Exercise details →
Read the data and repeat all of it exactly.
Top of Stored data
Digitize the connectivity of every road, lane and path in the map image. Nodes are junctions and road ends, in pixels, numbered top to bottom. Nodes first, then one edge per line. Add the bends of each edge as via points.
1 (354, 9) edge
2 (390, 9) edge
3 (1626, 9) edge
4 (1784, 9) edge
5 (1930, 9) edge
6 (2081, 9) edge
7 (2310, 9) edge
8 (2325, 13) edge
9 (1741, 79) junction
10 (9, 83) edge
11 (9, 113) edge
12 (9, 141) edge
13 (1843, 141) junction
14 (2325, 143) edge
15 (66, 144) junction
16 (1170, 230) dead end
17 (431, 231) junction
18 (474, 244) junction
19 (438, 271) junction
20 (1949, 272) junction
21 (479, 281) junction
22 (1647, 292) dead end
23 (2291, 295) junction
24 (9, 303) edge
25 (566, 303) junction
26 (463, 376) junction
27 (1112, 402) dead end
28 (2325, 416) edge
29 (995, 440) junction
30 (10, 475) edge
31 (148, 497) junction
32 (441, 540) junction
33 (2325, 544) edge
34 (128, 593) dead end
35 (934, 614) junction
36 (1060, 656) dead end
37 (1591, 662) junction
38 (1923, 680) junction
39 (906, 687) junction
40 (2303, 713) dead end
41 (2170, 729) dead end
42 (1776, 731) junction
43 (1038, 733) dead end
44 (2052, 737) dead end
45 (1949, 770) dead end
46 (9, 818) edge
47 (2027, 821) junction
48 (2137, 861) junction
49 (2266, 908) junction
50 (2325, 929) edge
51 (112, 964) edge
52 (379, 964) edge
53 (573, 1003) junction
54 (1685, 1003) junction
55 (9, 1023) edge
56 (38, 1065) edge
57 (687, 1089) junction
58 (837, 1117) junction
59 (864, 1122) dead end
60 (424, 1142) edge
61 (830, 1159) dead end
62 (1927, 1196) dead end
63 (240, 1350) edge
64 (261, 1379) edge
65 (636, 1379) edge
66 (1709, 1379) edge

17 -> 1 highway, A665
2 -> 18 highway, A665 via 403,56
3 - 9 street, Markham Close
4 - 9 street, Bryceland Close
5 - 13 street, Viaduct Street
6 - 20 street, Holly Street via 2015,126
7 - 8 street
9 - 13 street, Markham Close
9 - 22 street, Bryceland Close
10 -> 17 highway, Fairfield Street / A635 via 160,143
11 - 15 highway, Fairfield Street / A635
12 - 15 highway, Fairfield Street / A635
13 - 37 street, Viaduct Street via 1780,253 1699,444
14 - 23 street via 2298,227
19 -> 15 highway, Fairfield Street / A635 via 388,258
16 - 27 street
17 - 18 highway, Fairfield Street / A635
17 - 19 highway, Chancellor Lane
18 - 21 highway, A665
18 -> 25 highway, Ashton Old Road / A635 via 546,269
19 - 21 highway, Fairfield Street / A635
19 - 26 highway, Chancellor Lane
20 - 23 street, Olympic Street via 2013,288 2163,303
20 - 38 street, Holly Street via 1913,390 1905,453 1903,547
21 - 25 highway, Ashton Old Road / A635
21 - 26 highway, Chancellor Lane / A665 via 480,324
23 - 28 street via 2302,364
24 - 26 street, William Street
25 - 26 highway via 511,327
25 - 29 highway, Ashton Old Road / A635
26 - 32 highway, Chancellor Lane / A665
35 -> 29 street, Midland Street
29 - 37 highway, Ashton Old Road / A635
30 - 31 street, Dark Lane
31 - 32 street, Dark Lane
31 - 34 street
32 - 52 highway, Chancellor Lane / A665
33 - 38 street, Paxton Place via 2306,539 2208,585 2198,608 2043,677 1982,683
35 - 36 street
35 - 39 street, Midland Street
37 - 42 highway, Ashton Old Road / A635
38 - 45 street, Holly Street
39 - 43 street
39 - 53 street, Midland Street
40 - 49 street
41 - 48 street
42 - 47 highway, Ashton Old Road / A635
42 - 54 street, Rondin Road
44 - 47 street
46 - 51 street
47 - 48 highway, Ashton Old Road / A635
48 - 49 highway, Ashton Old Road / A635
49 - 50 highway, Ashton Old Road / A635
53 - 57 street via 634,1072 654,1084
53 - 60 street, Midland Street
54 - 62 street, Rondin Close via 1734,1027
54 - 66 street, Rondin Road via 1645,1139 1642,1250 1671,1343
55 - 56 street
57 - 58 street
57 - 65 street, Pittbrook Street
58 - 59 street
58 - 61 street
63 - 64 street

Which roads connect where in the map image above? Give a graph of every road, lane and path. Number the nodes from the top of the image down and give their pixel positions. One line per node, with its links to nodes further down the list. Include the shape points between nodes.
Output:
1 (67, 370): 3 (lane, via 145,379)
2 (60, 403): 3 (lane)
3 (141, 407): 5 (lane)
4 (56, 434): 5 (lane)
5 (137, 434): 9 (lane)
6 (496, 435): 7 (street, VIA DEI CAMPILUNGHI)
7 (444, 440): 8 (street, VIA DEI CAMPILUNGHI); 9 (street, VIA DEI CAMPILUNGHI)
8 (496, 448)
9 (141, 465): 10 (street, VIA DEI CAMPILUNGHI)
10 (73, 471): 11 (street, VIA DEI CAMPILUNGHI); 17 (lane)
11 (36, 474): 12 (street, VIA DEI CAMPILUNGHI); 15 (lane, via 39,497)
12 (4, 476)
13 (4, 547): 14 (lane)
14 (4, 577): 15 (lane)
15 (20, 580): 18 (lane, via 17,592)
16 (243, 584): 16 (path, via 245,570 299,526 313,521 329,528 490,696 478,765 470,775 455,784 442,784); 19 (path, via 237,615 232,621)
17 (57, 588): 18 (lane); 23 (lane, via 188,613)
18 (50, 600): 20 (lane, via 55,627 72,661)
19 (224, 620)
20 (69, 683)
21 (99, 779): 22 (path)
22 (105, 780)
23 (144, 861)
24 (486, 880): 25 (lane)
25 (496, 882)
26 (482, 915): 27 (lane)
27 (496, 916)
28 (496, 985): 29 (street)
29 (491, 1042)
Bottom of Stored data
Output for this task →
Digitize the connectivity of every road, lane and path in the map image. Nodes are junctions and road ends, in pixels, numbered top to bottom. Nodes first, then one edge per line. Add the bends of each edge as via points.
1 (354, 9) edge
2 (390, 9) edge
3 (1626, 9) edge
4 (1784, 9) edge
5 (1930, 9) edge
6 (2081, 9) edge
7 (2310, 9) edge
8 (2325, 13) edge
9 (1741, 79) junction
10 (9, 83) edge
11 (9, 113) edge
12 (9, 141) edge
13 (1843, 141) junction
14 (2325, 143) edge
15 (66, 144) junction
16 (1170, 230) dead end
17 (431, 231) junction
18 (474, 244) junction
19 (438, 271) junction
20 (1949, 272) junction
21 (479, 281) junction
22 (1647, 292) dead end
23 (2291, 295) junction
24 (9, 303) edge
25 (566, 303) junction
26 (463, 376) junction
27 (1112, 402) dead end
28 (2325, 416) edge
29 (995, 440) junction
30 (10, 475) edge
31 (148, 497) junction
32 (441, 540) junction
33 (2325, 544) edge
34 (128, 593) dead end
35 (934, 614) junction
36 (1060, 656) dead end
37 (1591, 662) junction
38 (1923, 680) junction
39 (906, 687) junction
40 (2303, 713) dead end
41 (2170, 729) dead end
42 (1776, 731) junction
43 (1038, 733) dead end
44 (2052, 737) dead end
45 (1949, 770) dead end
46 (9, 818) edge
47 (2027, 821) junction
48 (2137, 861) junction
49 (2266, 908) junction
50 (2325, 929) edge
51 (112, 964) edge
52 (379, 964) edge
53 (573, 1003) junction
54 (1685, 1003) junction
55 (9, 1023) edge
56 (38, 1065) edge
57 (687, 1089) junction
58 (837, 1117) junction
59 (864, 1122) dead end
60 (424, 1142) edge
61 (830, 1159) dead end
62 (1927, 1196) dead end
63 (240, 1350) edge
64 (261, 1379) edge
65 (636, 1379) edge
66 (1709, 1379) edge

17 -> 1 highway, A665
2 -> 18 highway, A665 via 403,56
3 - 9 street, Markham Close
4 - 9 street, Bryceland Close
5 - 13 street, Viaduct Street
6 - 20 street, Holly Street via 2015,126
7 - 8 street
9 - 13 street, Markham Close
9 - 22 street, Bryceland Close
10 -> 17 highway, Fairfield Street / A635 via 160,143
11 - 15 highway, Fairfield Street / A635
12 - 15 highway, Fairfield Street / A635
13 - 37 street, Viaduct Street via 1780,253 1699,444
14 - 23 street via 2298,227
19 -> 15 highway, Fairfield Street / A635 via 388,258
16 - 27 street
17 - 18 highway, Fairfield Street / A635
17 - 19 highway, Chancellor Lane
18 - 21 highway, A665
18 -> 25 highway, Ashton Old Road / A635 via 546,269
19 - 21 highway, Fairfield Street / A635
19 - 26 highway, Chancellor Lane
20 - 23 street, Olympic Street via 2013,288 2163,303
20 - 38 street, Holly Street via 1913,390 1905,453 1903,547
21 - 25 highway, Ashton Old Road / A635
21 - 26 highway, Chancellor Lane / A665 via 480,324
23 - 28 street via 2302,364
24 - 26 street, William Street
25 - 26 highway via 511,327
25 - 29 highway, Ashton Old Road / A635
26 - 32 highway, Chancellor Lane / A665
35 -> 29 street, Midland Street
29 - 37 highway, Ashton Old Road / A635
30 - 31 street, Dark Lane
31 - 32 street, Dark Lane
31 - 34 street
32 - 52 highway, Chancellor Lane / A665
33 - 38 street, Paxton Place via 2306,539 2208,585 2198,608 2043,677 1982,683
35 - 36 street
35 - 39 street, Midland Street
37 - 42 highway, Ashton Old Road / A635
38 - 45 street, Holly Street
39 - 43 street
39 - 53 street, Midland Street
40 - 49 street
41 - 48 street
42 - 47 highway, Ashton Old Road / A635
42 - 54 street, Rondin Road
44 - 47 street
46 - 51 street
47 - 48 highway, Ashton Old Road / A635
48 - 49 highway, Ashton Old Road / A635
49 - 50 highway, Ashton Old Road / A635
53 - 57 street via 634,1072 654,1084
53 - 60 street, Midland Street
54 - 62 street, Rondin Close via 1734,1027
54 - 66 street, Rondin Road via 1645,1139 1642,1250 1671,1343
55 - 56 street
57 - 58 street
57 - 65 street, Pittbrook Street
58 - 59 street
58 - 61 street
63 - 64 street

Which roads connect where in the map image above? Give a graph of every road, lane and path. Number the nodes from the top of the image down and give their pixel positions. One line per node, with its links to nodes further down the list. Include the shape points between nodes.
Output:
1 (67, 370): 3 (lane, via 145,379)
2 (60, 403): 3 (lane)
3 (141, 407): 5 (lane)
4 (56, 434): 5 (lane)
5 (137, 434): 9 (lane)
6 (496, 435): 7 (street, VIA DEI CAMPILUNGHI)
7 (444, 440): 8 (street, VIA DEI CAMPILUNGHI); 9 (street, VIA DEI CAMPILUNGHI)
8 (496, 448)
9 (141, 465): 10 (street, VIA DEI CAMPILUNGHI)
10 (73, 471): 11 (street, VIA DEI CAMPILUNGHI); 17 (lane)
11 (36, 474): 12 (street, VIA DEI CAMPILUNGHI); 15 (lane, via 39,497)
12 (4, 476)
13 (4, 547): 14 (lane)
14 (4, 577): 15 (lane)
15 (20, 580): 18 (lane, via 17,592)
16 (243, 584): 16 (path, via 245,570 299,526 313,521 329,528 490,696 478,765 470,775 455,784 442,784); 19 (path, via 237,615 232,621)
17 (57, 588): 18 (lane); 23 (lane, via 188,613)
18 (50, 600): 20 (lane, via 55,627 72,661)
19 (224, 620)
20 (69, 683)
21 (99, 779): 22 (path)
22 (105, 780)
23 (144, 861)
24 (486, 880): 25 (lane)
25 (496, 882)
26 (482, 915): 27 (lane)
27 (496, 916)
28 (496, 985): 29 (street)
29 (491, 1042)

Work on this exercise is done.